The English High Court has provided a restatement of the law regarding the renunciation of a contract. The Court confirmed that where a party seeks to rely on renunciation to terminate a contract (and seek damages for non-performance), he or she must show both that he or she subjectively believes that the words and conduct of the other party demonstrate an intention not to perform, and that those words and conduct objectively demonstrate the same intention.
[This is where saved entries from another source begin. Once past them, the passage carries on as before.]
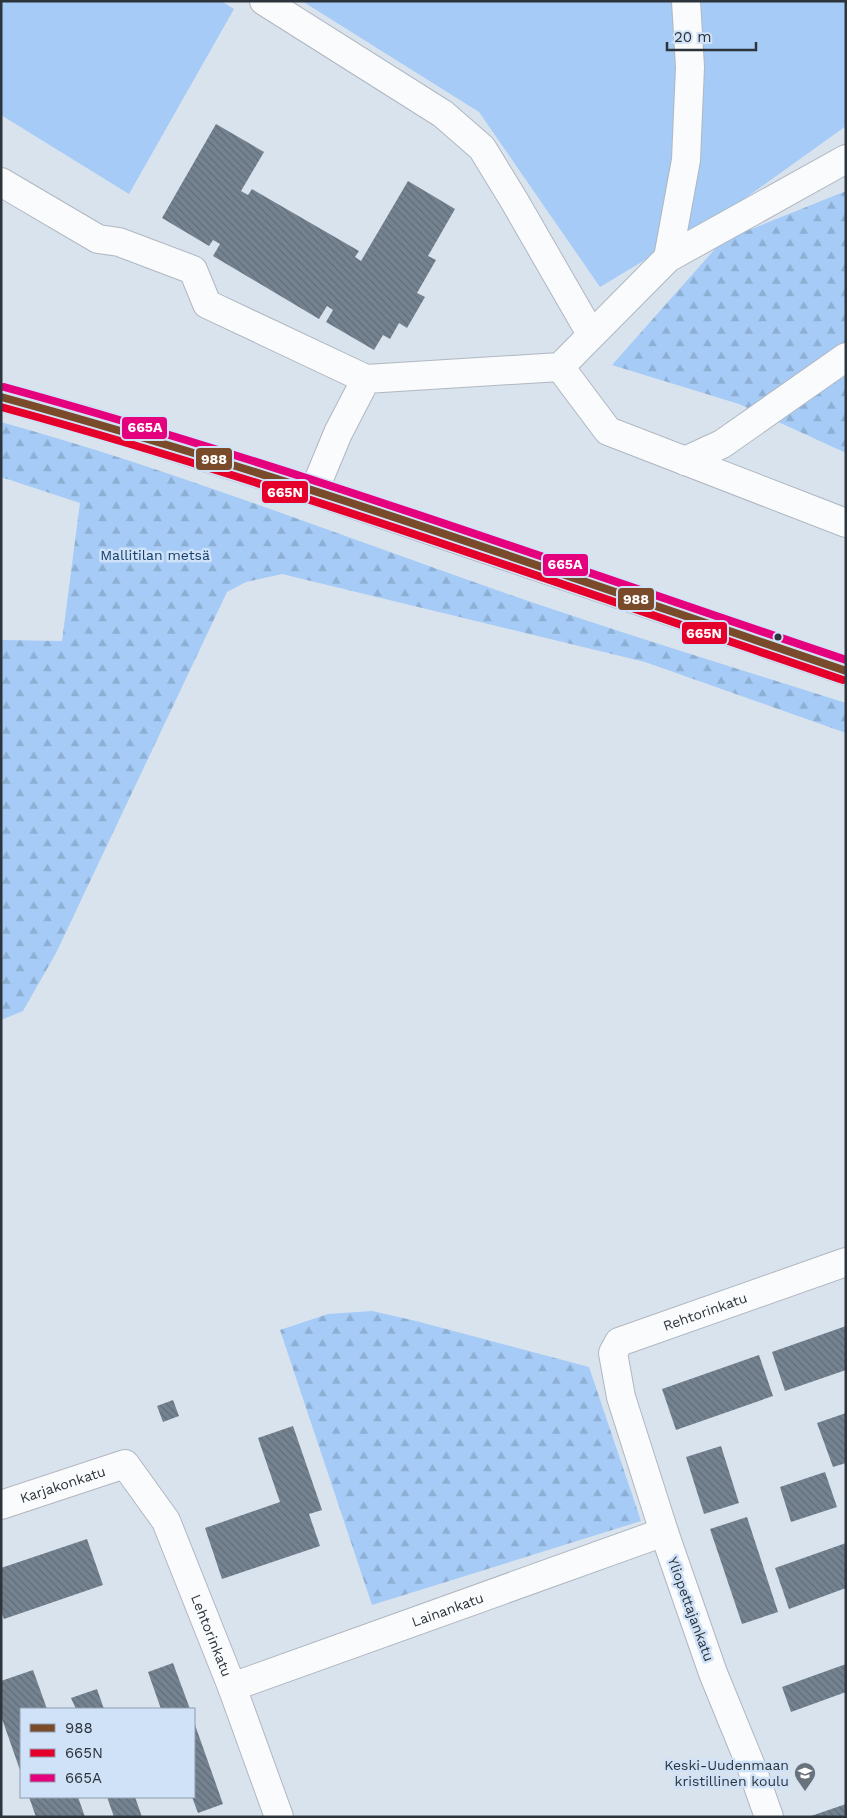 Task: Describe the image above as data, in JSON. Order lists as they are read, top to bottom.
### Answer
{
  "streets": {
    "street": [
      "Rehtorinkatu",
      "Karjakonkatu",
      "Yliopettajankatu",
      "Lainankatu",
      "Lehtorinkatu"
    ]
  },
  "crossings": [
    ["Rehtorinkatu", "Yliopettajankatu"],
    ["Karjakonkatu", "Lehtorinkatu"],
    ["Yliopettajankatu", "Lainankatu"],
    ["Lainankatu", "Lehtorinkatu"]
  ],
  "parks": ["Mallitilan metsä"],
  "places": {
    "school or university": ["Keski-Uudenmaan kristillinen koulu"]
  },
  "lines": ["transit line 665A", "transit line 988", "transit line 665N"],
  "legend": ["988", "665N", "665A"],
  "scale_bar": "20 m"
} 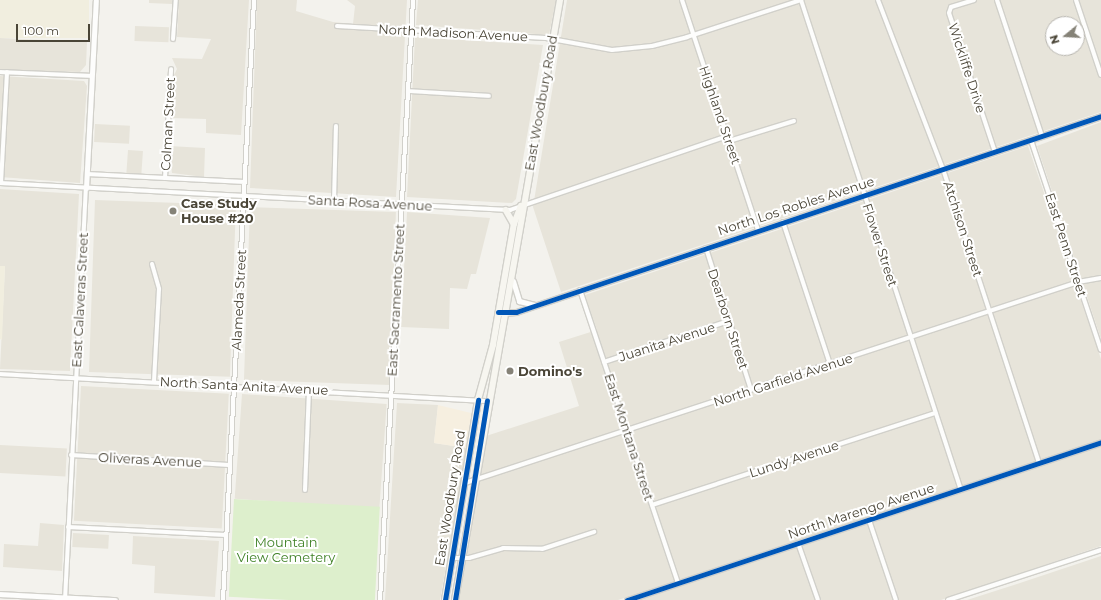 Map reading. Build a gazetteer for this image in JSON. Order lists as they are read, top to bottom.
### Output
{
  "streets": {
    "main road": ["East Woodbury Road"],
    "street": [
      "North Madison Avenue",
      "Wickliffe Drive",
      "Highland Street",
      "Colman Street",
      "Santa Rosa Avenue",
      "North Los Robles Avenue",
      "Atchison Street",
      "Flower Street",
      "East Penn Street",
      "East Calaveras Street",
      "Alameda Street",
      "East Sacramento Street",
      "Dearborn Street",
      "Juanita Avenue",
      "North Garfield Avenue",
      "North Santa Anita Avenue",
      "East Montana Street",
      "Lundy Avenue",
      "Oliveras Avenue",
      "North Marengo Avenue"
    ]
  },
  "crossings": [
    ["North Madison Avenue", "East Woodbury Road"],
    ["North Madison Avenue", "Highland Street"],
    ["North Madison Avenue", "Flower Street"],
    ["North Madison Avenue", "East Sacramento Street"],
    ["Wickliffe Drive", "North Los Robles Avenue"],
    ["East Woodbury Road", "Santa Rosa Avenue"],
    ["East Woodbury Road", "North Los Robles Avenue"],
    ["East Woodbury Road", "North Garfield Avenue"],
    ["East Woodbury Road", "North Santa Anita Avenue"],
    ["Highland Street", "Santa Rosa Avenue"],
    ["Highland Street", "North Los Robles Avenue"],
    ["Santa Rosa Avenue", "East Calaveras Street"],
    ["Santa Rosa Avenue", "Alameda Street"],
    ["Santa Rosa Avenue", "East Sacramento Street"],
    ["North Los Robles Avenue", "Atchison Street"],
    ["North Los Robles Avenue", "Flower Street"],
    ["North Los Robles Avenue", "East Penn Street"],
    ["North Los Robles Avenue", "Dearborn Street"],
    ["North Los Robles Avenue", "East Montana Street"],
    ["Atchison Street", "North Garfield Avenue"],
    ["Atchison Street", "North Marengo Avenue"],
    ["Flower Street", "North Garfield Avenue"],
    ["Flower Street", "Lundy Avenue"],
    ["Flower Street", "North Marengo Avenue"],
    ["East Penn Street", "North Garfield Avenue"],
    ["East Calaveras Street", "North Santa Anita Avenue"],
    ["East Calaveras Street", "Oliveras Avenue"],
    ["Alameda Street", "North Santa Anita Avenue"],
    ["Alameda Street", "Oliveras Avenue"],
    ["East Sacramento Street", "North Santa Anita Avenue"],
    ["Dearborn Street", "Juanita Avenue"],
    ["Dearborn Street", "North Garfield Avenue"],
    ["Juanita Avenue", "East Montana Street"],
    ["North Garfield Avenue", "East Montana Street"],
    ["East Montana Street", "Lundy Avenue"],
    ["East Montana Street", "North Marengo Avenue"]
  ],
  "parks": ["Mountain View Cemetery"],
  "places": ["Case Study House #20", "Domino's"],
  "scale_bar": "100 m",
  "north": "left"
}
The claimant (a shipowning company) was hired by the defendant (an oil trading company) to transport some of the defendant’s produce. The dispute concerned whether the claimant could terminate the charter for anticipatory breach by the defendant. The relevant facts are lengthy. It suffices to note that the defendant had sent the claimant several emails, which were carefully worded so as to suggest a strong likelihood that the contract would not be performed, without (the defendant hoped) amounting to an anticipatory breach.
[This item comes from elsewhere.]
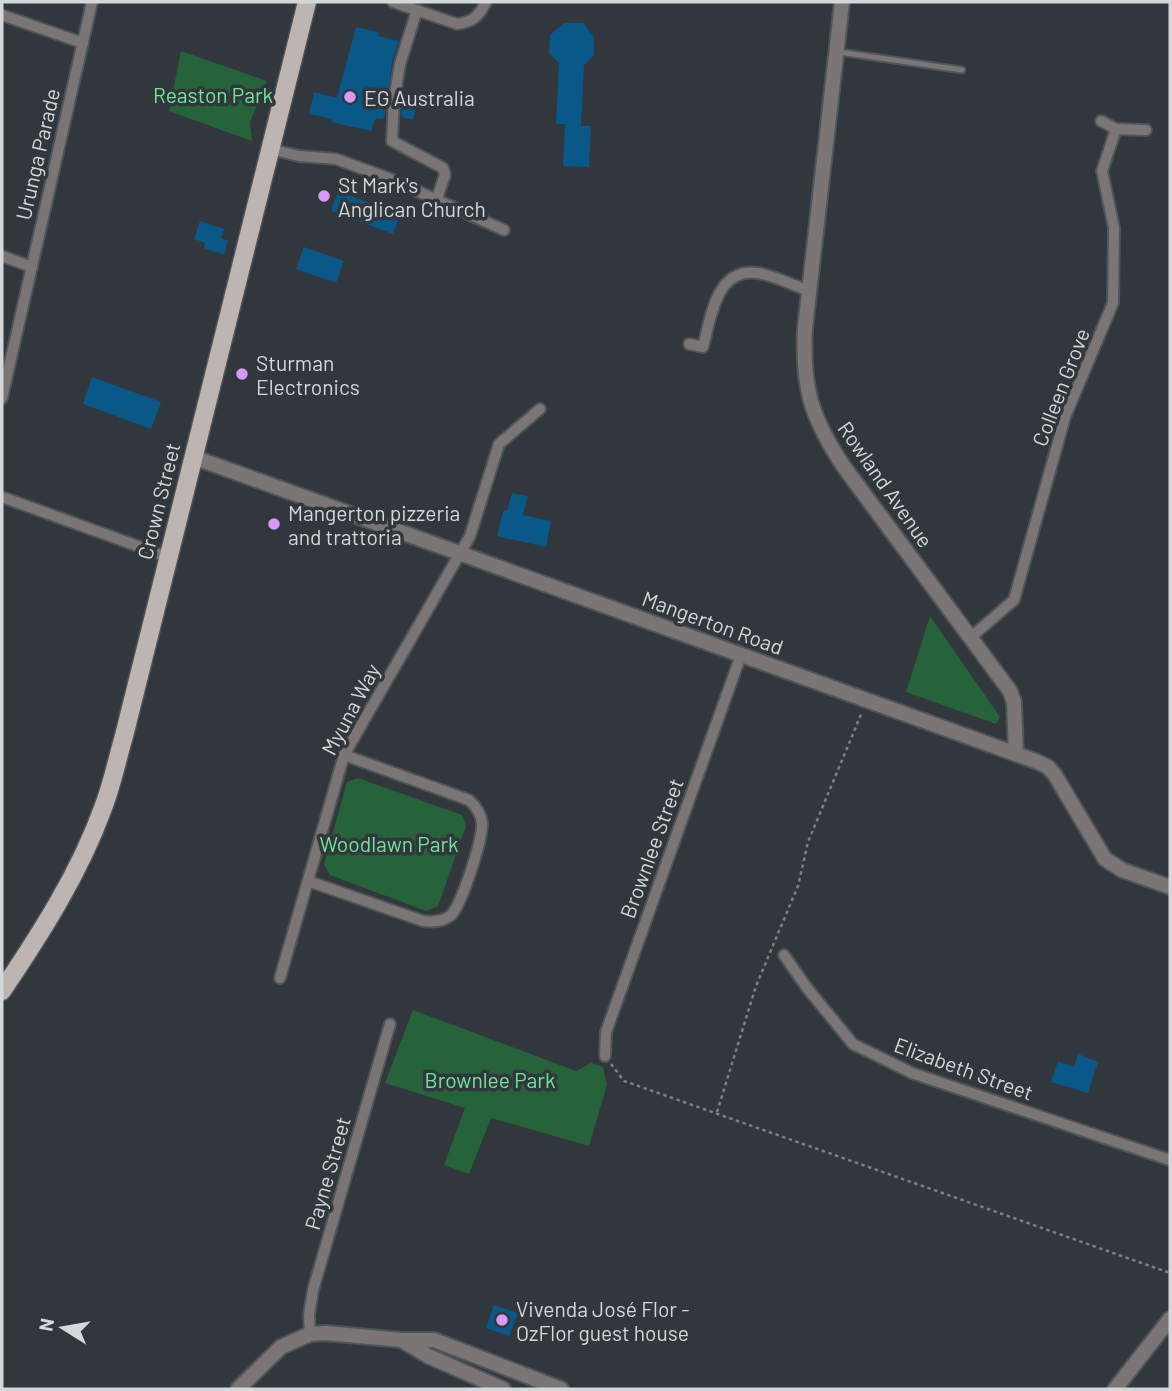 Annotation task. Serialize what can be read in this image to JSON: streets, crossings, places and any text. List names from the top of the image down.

At the trial, the defendant accepted that objectively its words and conduct had demonstrated a clear intention not to perform the contract. However, the defendant claimed that subjectively the claimant did not consider that the words and conduct amounted to such an intention; and that in such a case, the claimant could not rely on renunciation to terminate the contract.
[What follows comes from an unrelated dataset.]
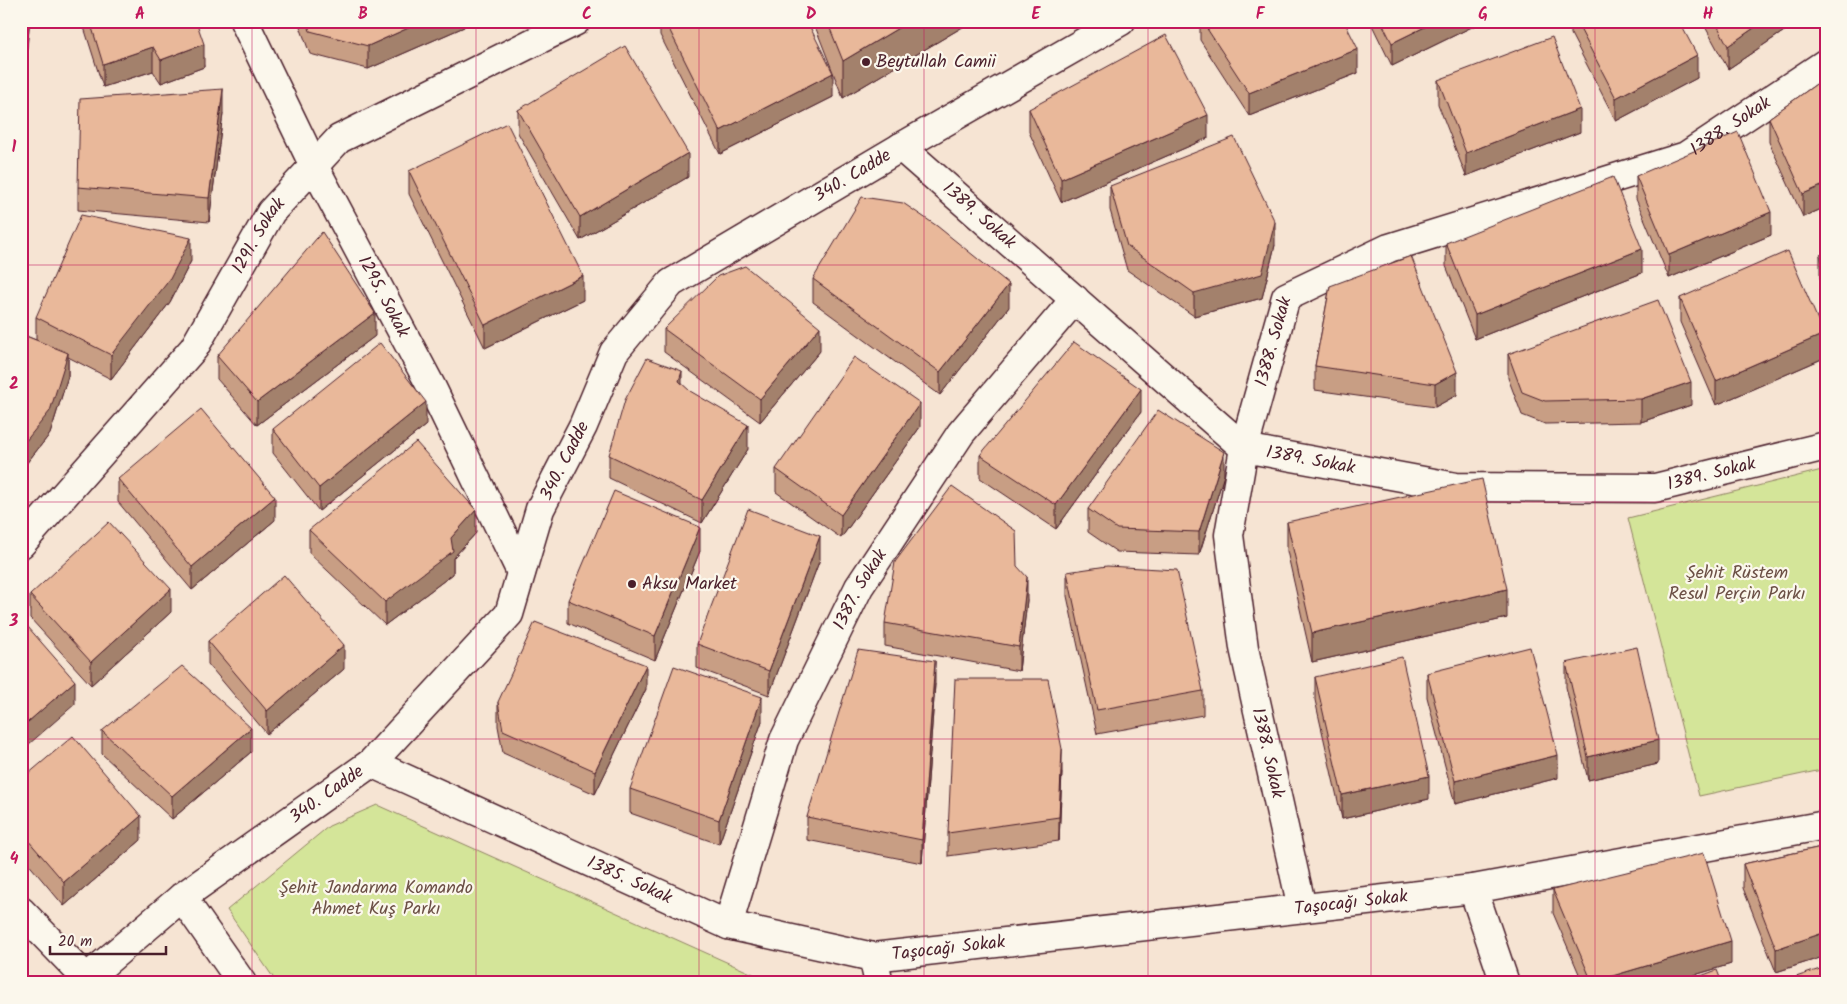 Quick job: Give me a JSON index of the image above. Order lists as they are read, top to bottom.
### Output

The claimant countered that to make the right to accept a renunciation as terminating a contract conditional on the subjective belief of a corporate entity would create practical issues, namely that it would be difficult to ascertain exactly what that belief was. Further, it would be contrary to the "objective theory" of contract law.

Judge Flaux noted that the issues raised by the claimant would be no more difficult to solve here than in any other case (and there are many) where the Court is concerned with the state of mind of a corporate entity. He rejected the claimant’s submission regarding the objective theory of contract law, and drew an analogy with misrepresentation (where the innocent party must have subjectively believed the misrepresentation). Flaux J also considered relevant case-law, and noted that it agreed with the defendant’s stance - where a party seeks to rely on renunciation to terminate a contract, he or she must show both that he or she subjectively believes that the words and conduct of the other party demonstrate an intention not to perform, and that those words and conduct objectively demonstrate the same intention.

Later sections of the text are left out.